Pages: [1] 2
Author Topic: Any SocketCAN gurus around here?  (Read 11584 times)
woj
Hero Member
*****

Karma: +41/-3
Offline Offline

Posts: 500


« on: June 07, 2021, 10:57:16 AM »

I am suffering from a weird communication instability problem when flashing my car with my own cooked flasher on Linux / SocketCAN. Though my flasher is pushed to the limits when it comes to speed / bus load, it worked flawlessly for almost 2 years. With a recent Ubuntu upgrade (or so I assume) from 18.04 to 20.04 it became unstable, most probably lost frames or out of sequence frames, or bus overload. Results in flashing interruption.

Now for the weird part - works stable when on my bench ECU and no other CAN devices on the network, while the car with all the other ECUs spitting CAN traffic makes it crash. It becomes stable again on the car when I run candump in a parallel terminal. It still fails when I run equivalent frame dumping process of my own in parallel (essentially same thing, probably, but does not print to the terminal). So, clearly the extra bus load on the car contributes to the problem, while having a parallel traffic scanning process alleviates it. Finally, changing the way the frames are sent / received in the flasher to give them more time to breath (delays, extra delivery checking) does not help.

Now I know that internal Linux socket queues are a total nightmare and a million problems can sit in there, I do not want to start dissecting the Linux kernel, and I do have a working solution (but ugly), I am just looking for something obvious I might have missed that someone else could possibly have seen before and can give me a hint Wink

Logged
d3irb
Full Member
***

Karma: +131/-1
Offline Offline

Posts: 185


« Reply #1 on: June 07, 2021, 02:13:54 PM »

There are a few queues at play here:

* Depending on the CAN device, the CAN device's receive buffer needs to be drained by the kernel before it overflows. In the case of register-based (on-chip) CAN devices this will always happen, because the IRQ will cause the kernel to service the register immediately and copy the data into a socket structure. In the case of SPI based devices like MCP2515, you can have problems at this layer already, because the SPI request to drain the buffer can end up in a kernel workqueue which can get preempted and cause the CAN device's buffer to overflow. Make sure the spi tasks have realtime priority. And in the case of USB or other devices, it's at the mercy of the driver and hardware - most USB <-> CAN devices have their own sizeable internal memory buffer in firmware, but some don't and who knows if the firmware for each is implemented properly... anyway, it doesn't seem like this is your issue though. If it were, candump would probably make things worse (more preemption/contention for draining kernel-level queues) rather than better.

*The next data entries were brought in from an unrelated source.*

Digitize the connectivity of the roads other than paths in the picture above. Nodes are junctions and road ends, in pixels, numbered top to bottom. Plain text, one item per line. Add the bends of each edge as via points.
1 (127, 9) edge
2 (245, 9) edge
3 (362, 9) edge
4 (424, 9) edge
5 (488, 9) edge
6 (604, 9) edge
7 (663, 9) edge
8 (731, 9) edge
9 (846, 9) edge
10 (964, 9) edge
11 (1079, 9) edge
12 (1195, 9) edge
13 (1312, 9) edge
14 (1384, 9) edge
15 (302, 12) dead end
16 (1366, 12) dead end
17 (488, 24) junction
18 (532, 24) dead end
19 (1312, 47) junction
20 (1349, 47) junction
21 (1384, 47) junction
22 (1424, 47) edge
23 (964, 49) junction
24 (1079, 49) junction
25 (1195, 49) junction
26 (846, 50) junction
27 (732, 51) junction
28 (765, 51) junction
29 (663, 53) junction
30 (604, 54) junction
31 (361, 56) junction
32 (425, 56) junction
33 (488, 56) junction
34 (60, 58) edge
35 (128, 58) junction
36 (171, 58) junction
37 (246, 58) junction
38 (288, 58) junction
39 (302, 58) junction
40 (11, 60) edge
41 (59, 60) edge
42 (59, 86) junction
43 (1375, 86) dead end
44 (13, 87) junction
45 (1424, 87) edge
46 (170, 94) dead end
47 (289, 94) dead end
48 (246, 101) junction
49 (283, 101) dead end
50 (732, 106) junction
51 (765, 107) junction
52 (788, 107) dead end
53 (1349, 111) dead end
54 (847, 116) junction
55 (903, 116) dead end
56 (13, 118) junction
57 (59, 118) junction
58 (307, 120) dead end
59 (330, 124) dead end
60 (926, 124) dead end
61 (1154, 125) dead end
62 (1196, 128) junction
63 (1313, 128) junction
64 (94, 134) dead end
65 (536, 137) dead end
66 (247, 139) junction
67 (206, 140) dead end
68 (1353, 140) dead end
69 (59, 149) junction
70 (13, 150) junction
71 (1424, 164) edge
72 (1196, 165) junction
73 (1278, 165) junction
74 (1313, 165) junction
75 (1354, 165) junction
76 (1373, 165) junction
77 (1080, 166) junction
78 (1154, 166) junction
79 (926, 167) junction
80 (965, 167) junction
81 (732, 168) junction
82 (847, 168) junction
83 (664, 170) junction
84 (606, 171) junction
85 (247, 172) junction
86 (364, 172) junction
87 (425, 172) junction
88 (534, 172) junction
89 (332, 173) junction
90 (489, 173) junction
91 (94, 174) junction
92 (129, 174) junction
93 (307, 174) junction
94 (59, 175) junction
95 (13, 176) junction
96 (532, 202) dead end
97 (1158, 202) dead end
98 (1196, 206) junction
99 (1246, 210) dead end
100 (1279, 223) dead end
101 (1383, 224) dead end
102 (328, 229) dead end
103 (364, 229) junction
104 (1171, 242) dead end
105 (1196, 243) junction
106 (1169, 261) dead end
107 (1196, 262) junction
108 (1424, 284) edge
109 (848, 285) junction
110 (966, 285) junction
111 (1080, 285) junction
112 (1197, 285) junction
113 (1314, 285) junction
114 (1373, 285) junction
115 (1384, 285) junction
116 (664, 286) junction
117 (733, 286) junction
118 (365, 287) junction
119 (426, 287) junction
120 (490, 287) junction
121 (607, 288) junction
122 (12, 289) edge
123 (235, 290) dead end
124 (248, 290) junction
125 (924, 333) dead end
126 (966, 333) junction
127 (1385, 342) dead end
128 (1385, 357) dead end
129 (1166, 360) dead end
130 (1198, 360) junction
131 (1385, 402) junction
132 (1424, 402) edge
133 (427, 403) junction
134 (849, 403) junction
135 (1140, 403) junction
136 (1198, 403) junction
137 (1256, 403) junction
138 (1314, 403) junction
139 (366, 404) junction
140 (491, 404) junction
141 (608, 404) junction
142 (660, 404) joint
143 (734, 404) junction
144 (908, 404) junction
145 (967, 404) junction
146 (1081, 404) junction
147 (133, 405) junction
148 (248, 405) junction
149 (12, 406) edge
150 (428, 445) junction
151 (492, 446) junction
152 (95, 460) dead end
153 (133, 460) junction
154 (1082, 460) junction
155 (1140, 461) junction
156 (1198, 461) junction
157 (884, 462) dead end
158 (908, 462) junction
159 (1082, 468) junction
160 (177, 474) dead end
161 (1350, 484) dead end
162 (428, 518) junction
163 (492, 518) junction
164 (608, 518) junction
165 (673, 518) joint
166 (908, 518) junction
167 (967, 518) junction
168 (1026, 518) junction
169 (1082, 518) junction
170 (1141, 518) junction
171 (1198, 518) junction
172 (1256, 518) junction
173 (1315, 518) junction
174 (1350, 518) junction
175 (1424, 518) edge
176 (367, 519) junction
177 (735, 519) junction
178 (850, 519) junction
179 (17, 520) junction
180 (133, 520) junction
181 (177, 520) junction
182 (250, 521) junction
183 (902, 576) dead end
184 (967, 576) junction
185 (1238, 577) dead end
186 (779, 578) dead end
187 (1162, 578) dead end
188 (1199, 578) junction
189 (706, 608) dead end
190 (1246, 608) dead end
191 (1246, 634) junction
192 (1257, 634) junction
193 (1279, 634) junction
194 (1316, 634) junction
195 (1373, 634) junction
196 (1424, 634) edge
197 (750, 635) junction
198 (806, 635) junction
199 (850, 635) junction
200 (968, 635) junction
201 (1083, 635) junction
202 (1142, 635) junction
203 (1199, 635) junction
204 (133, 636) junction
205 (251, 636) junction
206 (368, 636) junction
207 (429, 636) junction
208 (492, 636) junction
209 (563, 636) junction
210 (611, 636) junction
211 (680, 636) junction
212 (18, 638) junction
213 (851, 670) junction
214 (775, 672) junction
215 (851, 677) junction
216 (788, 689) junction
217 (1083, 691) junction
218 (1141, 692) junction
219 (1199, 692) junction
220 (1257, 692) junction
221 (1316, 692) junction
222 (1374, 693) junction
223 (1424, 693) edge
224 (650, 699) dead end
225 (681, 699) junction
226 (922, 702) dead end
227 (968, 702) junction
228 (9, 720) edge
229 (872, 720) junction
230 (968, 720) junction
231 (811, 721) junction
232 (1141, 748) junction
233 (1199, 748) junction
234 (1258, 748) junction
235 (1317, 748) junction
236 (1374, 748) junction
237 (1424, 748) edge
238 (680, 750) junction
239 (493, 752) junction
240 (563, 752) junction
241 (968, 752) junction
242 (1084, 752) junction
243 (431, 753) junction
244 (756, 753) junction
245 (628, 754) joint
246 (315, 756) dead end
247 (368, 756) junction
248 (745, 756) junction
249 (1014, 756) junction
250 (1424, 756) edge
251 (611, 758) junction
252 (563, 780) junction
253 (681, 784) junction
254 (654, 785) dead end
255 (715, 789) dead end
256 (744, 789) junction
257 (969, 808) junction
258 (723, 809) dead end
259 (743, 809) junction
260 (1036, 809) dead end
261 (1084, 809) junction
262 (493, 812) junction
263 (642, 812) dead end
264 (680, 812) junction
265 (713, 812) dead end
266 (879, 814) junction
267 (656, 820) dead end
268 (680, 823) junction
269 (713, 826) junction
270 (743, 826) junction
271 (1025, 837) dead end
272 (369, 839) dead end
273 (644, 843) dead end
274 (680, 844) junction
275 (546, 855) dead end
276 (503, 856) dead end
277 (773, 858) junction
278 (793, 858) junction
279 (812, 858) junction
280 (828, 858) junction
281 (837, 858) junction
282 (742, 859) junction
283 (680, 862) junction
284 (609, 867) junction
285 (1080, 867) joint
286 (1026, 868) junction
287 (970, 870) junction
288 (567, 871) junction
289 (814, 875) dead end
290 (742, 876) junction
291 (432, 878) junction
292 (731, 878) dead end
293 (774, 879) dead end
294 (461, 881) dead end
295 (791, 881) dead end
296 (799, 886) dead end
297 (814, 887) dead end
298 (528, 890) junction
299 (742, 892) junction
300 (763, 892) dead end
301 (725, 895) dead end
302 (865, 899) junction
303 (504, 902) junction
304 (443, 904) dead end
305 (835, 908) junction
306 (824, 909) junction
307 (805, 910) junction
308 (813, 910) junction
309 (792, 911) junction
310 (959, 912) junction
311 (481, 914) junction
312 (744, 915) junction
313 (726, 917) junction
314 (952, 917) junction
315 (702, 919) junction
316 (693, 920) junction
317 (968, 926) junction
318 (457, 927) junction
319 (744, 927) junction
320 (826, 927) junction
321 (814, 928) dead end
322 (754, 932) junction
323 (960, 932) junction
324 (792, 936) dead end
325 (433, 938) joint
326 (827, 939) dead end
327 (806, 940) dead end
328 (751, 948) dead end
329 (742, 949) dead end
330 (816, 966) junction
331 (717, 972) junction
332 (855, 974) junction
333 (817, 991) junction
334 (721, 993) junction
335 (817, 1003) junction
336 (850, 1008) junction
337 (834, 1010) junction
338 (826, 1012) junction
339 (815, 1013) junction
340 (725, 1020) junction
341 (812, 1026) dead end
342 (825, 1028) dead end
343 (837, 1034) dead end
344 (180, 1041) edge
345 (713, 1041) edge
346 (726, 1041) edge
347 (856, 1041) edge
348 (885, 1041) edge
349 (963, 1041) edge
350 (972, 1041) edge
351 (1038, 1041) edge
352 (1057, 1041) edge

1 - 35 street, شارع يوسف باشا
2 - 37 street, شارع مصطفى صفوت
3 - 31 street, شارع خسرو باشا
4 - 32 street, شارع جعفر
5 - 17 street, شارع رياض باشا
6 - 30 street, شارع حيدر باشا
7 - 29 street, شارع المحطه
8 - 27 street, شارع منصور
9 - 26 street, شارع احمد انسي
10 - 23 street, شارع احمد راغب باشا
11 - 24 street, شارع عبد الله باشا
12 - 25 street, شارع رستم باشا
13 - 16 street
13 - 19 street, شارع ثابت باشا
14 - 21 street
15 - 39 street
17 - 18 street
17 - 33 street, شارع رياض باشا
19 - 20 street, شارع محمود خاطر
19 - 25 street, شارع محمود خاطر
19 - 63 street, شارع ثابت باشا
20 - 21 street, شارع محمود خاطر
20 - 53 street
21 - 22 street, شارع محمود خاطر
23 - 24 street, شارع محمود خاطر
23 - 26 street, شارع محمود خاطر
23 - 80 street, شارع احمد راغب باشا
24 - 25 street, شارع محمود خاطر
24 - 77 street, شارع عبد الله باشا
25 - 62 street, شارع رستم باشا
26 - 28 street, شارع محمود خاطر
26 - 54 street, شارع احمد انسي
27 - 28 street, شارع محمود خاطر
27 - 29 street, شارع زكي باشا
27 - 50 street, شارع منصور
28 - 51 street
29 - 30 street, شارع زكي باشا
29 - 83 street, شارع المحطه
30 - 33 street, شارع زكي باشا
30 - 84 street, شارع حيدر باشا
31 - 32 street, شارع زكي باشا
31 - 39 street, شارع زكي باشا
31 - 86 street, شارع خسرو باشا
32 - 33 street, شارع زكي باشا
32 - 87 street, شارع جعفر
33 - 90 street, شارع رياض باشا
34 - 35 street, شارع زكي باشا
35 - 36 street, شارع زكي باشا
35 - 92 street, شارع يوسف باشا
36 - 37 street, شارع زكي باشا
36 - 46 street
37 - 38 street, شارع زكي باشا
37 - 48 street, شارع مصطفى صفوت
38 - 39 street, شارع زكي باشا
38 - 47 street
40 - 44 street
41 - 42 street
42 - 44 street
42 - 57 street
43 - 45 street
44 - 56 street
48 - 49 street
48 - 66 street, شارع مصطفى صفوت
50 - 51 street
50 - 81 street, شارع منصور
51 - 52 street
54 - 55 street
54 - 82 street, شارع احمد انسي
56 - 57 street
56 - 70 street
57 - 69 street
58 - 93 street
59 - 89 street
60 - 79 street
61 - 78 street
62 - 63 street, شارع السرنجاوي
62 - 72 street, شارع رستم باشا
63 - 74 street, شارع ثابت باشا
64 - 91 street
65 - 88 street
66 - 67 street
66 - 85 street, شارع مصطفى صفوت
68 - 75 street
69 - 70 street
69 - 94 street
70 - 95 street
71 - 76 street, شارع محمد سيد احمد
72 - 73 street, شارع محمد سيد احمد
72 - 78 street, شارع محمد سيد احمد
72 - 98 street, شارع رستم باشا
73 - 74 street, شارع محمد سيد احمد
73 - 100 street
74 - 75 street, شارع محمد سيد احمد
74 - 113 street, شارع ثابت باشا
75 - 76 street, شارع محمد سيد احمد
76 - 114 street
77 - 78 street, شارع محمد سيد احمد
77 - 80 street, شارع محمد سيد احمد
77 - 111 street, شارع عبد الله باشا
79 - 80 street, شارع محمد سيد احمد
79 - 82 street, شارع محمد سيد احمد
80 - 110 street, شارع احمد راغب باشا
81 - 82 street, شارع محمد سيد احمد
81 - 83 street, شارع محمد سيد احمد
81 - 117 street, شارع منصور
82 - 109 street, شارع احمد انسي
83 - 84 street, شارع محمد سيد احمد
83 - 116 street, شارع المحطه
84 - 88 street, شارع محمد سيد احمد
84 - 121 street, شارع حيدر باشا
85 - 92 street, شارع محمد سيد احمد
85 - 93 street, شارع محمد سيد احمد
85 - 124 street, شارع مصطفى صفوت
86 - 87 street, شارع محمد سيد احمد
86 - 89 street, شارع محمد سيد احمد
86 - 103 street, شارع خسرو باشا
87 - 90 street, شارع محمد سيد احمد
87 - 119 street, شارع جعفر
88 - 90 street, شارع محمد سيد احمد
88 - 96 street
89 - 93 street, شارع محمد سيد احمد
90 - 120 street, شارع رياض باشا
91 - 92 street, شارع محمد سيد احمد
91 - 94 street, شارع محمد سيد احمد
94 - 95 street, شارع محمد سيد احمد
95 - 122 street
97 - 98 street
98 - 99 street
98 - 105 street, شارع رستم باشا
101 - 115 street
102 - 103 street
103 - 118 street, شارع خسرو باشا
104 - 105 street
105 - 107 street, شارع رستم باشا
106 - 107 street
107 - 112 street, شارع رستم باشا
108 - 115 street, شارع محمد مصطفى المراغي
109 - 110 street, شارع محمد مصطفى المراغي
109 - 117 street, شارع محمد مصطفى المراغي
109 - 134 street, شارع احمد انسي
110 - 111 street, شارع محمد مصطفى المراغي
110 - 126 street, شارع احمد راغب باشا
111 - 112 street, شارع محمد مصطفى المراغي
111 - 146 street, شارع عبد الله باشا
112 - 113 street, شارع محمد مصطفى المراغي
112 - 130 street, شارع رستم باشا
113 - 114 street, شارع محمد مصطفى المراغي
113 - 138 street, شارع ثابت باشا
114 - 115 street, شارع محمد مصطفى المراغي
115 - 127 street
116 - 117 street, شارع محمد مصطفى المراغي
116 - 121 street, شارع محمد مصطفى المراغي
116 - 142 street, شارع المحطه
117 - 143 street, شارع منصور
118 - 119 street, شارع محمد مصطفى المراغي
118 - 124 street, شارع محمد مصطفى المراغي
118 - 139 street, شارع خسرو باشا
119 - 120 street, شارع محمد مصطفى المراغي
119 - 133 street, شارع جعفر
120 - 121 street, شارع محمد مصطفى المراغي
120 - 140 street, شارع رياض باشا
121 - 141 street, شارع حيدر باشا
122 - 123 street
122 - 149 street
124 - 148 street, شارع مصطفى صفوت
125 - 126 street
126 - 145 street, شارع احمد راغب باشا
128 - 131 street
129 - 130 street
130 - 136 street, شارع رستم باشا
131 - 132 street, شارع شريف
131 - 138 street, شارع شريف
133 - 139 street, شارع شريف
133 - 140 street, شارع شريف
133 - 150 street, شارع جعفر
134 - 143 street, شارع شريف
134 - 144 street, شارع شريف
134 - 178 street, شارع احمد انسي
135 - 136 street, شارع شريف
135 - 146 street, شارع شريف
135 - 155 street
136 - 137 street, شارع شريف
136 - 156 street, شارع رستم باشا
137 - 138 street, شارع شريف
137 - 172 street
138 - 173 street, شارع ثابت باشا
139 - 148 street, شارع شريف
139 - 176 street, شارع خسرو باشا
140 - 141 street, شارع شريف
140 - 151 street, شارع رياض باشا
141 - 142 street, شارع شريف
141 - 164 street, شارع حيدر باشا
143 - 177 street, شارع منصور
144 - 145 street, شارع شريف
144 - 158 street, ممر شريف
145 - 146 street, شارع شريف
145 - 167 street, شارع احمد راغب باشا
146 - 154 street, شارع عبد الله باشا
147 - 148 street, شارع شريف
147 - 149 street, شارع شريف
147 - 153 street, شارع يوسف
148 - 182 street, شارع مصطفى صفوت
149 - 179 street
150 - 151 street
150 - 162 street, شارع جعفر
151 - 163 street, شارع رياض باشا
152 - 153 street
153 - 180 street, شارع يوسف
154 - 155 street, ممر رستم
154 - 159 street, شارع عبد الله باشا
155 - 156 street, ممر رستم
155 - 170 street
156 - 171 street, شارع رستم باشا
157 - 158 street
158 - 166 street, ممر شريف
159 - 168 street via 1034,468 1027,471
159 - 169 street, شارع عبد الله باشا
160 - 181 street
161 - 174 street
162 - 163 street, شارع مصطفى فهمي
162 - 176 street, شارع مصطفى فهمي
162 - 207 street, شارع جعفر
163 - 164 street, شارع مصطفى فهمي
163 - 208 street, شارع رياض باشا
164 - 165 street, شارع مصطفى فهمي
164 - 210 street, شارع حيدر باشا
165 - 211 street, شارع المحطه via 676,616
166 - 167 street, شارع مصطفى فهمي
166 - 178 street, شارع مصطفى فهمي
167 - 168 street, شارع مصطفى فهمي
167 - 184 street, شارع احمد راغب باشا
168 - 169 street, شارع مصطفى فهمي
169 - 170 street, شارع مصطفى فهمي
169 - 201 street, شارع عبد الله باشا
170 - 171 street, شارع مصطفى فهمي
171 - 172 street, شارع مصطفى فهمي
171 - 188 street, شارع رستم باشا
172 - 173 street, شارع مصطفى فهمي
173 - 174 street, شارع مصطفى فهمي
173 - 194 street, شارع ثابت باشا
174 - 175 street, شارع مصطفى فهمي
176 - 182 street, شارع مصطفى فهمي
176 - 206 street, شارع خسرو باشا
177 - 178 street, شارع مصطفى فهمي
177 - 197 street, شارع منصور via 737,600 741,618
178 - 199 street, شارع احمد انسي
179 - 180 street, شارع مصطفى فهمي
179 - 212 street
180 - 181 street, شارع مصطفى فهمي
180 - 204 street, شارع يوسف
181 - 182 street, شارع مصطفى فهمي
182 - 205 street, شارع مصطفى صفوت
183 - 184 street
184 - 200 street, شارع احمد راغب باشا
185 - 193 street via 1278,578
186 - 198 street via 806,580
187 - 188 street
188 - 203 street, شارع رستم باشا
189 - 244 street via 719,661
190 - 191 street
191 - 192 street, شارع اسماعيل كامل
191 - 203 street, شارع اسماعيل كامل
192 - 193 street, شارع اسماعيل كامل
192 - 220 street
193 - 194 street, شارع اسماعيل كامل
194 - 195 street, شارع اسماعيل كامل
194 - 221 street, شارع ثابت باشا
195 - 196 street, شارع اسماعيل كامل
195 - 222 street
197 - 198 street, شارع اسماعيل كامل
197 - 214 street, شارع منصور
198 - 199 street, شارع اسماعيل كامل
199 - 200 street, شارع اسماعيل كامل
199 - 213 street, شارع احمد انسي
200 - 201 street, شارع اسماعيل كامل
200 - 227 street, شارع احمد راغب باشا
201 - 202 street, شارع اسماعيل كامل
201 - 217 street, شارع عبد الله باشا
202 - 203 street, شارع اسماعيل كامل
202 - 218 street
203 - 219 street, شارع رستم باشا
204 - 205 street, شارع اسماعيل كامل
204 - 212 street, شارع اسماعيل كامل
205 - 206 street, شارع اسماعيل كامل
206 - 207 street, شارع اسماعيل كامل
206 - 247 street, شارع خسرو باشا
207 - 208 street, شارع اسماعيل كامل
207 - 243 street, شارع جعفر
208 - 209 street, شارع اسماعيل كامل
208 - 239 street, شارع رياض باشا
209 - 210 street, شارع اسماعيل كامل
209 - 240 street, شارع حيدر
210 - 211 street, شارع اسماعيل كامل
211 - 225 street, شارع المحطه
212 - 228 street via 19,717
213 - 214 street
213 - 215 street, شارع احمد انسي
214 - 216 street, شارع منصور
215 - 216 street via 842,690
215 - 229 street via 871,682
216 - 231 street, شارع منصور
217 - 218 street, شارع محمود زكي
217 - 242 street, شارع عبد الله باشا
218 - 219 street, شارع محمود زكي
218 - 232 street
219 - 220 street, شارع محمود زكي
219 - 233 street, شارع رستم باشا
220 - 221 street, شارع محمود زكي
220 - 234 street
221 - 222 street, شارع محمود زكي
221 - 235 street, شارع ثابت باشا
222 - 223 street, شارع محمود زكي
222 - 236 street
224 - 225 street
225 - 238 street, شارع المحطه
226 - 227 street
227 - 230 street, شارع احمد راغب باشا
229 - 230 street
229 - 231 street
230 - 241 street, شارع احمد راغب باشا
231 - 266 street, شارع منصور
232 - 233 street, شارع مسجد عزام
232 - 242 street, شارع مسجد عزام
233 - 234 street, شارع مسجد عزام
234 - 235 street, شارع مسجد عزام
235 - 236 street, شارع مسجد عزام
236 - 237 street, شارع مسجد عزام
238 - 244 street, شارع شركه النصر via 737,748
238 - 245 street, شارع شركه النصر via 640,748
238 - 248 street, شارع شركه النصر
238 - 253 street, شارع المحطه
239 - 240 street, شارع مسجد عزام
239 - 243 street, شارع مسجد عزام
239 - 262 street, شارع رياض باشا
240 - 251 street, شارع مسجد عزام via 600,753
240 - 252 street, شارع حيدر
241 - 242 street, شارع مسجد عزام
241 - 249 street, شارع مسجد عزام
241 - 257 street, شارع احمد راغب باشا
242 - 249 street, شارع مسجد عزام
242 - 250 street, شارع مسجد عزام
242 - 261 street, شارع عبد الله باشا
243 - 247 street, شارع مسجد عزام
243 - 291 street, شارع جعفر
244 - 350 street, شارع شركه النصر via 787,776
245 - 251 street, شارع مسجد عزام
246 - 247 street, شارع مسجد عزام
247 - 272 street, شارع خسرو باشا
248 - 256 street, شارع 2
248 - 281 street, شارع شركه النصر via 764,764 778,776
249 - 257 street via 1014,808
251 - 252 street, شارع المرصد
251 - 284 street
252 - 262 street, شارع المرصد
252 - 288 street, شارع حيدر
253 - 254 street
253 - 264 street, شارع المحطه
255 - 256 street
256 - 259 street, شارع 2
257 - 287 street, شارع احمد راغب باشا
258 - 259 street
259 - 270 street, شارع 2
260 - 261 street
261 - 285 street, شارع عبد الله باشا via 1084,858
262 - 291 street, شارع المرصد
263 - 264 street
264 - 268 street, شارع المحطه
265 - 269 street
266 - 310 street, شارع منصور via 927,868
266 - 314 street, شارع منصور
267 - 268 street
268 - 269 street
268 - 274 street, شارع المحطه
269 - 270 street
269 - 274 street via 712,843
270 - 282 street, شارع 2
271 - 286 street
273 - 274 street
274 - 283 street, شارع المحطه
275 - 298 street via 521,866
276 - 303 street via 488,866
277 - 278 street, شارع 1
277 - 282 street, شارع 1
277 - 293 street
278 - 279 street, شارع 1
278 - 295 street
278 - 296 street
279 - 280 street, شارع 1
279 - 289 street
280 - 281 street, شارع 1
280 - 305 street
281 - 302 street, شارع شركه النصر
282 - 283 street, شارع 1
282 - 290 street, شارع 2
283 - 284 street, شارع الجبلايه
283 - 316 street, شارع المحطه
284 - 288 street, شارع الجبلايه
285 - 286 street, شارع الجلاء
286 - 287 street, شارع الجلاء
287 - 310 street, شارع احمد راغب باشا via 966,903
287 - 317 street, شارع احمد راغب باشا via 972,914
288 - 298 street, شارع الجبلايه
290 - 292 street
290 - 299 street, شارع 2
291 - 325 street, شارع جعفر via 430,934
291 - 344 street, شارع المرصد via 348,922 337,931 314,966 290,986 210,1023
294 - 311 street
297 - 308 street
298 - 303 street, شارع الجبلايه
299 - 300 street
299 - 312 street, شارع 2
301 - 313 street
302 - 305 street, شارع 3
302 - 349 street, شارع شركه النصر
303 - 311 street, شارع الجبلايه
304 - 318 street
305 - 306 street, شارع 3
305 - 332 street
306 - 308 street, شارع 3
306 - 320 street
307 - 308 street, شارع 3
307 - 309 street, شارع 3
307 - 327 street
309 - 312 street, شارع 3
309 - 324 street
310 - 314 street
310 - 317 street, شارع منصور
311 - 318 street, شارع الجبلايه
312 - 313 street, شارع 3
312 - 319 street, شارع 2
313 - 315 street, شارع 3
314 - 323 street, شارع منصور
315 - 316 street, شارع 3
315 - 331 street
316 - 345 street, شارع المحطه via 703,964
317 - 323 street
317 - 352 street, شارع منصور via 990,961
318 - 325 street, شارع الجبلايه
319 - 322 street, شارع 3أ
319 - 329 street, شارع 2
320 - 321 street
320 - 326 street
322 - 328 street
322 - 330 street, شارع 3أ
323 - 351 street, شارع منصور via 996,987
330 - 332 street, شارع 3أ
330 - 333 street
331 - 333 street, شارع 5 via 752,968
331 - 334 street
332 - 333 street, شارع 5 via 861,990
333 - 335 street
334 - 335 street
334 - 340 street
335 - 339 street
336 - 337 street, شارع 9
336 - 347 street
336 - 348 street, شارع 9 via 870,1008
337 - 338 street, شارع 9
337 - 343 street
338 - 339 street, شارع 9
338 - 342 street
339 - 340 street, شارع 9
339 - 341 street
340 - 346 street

* OK, now the CAN data lives in a Linux packet structure. It then goes into the socket routing code. The socket routing code has a few queues in it which can fill and are subject to all kinds of wild and wacky Linux socket priority "disciplines." Try replacing those with the simplest one, pfifo_fast: `sudo tc qdisc replace dev can0 root pfifo_fast`(you can also try `noqueue` but then your application better be really fast...). I suspect this could be your problem as having another application (candump) draining the kernel queues seems to be helping you out.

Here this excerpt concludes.